By Kevin Buckland
TOKYO (Reuters) — The dollar hovered close to a two-week high versus the euro on Wednesday, while the yen consolidated near the middle of its range this month as traders awaited crucial policy decisions from the nations' central banks this week. The Australian dollar slid after benign inflation data suggested the Reserve Bank of Australia would forgo a rate hike next week.
The U.S. dollar index — which measures the currency against six major peers, but is heavily weighted toward the euro — edged 0.06% higher to 101.37 in the Asian morning, after pushing as high as 101.65 overnight for the first time since July 11.
The euro slipped 0.16% to $1.1042, bringing it close to the previous session's low of $1.1036, a level last seen on July 12.
Continued signs of a resilient U.S. economy in the face of the Federal Open Market Committee's (FOMC) steep series of interest rate increases has helped buoy the dollar index from a 15-month trough of 99.549 reached a week ago.

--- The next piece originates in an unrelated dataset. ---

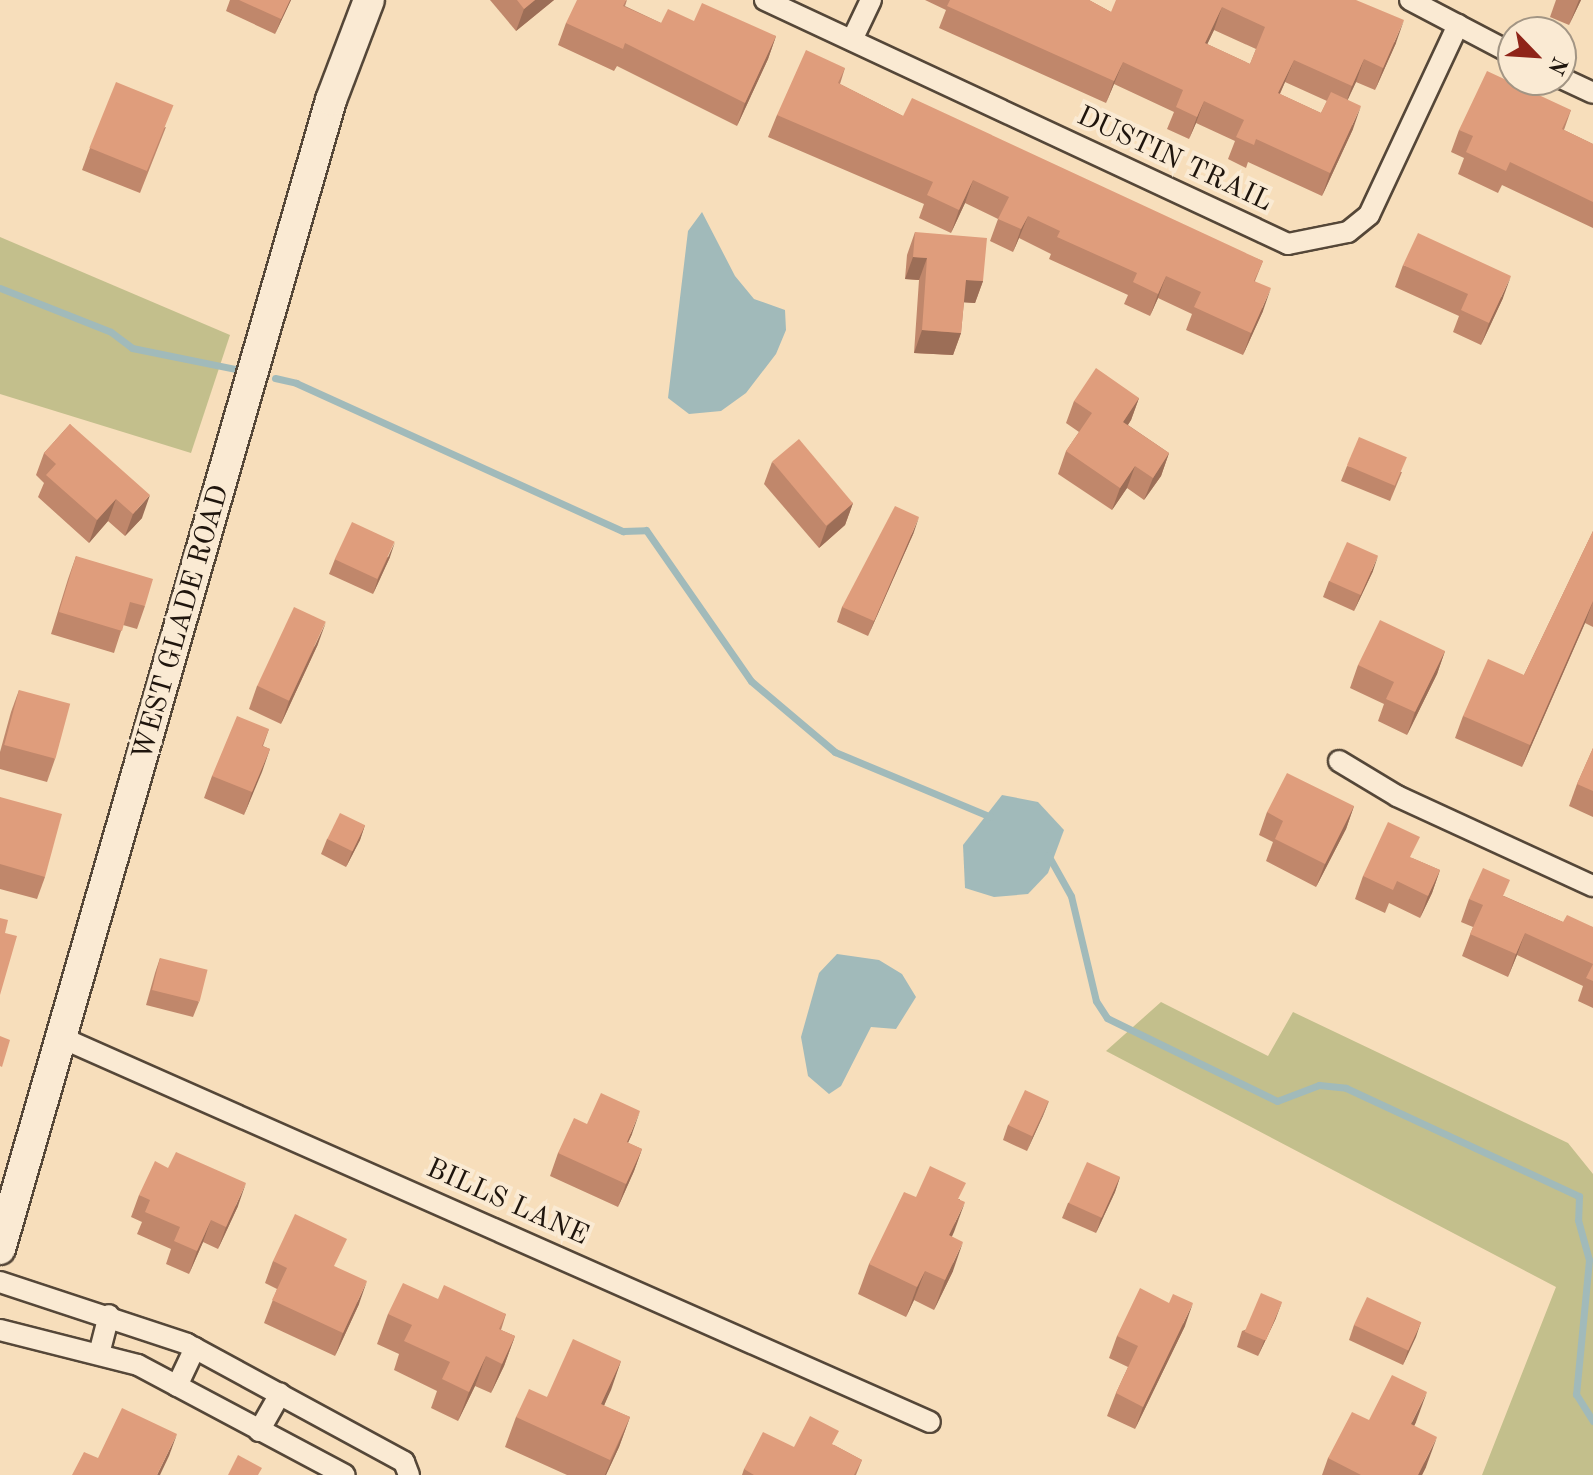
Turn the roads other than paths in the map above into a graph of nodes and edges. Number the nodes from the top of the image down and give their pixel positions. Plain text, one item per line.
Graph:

In the latest data, U.S. consumer confidence increased to a two-year high in July amid a persistently tight labor market and receding inflation.
Money market traders see a quarter point hike from the U.S. Federal Reserve on Wednesday as a near certainty, but are split on the odds of another later in the year, putting it at more or less a coin toss.
Meanwhile, the European Central Bank sets policy on Thursday. Again, a quarter point hike is widely expected, but building evidence of an economic slowdown has called into question the chances of another by year end.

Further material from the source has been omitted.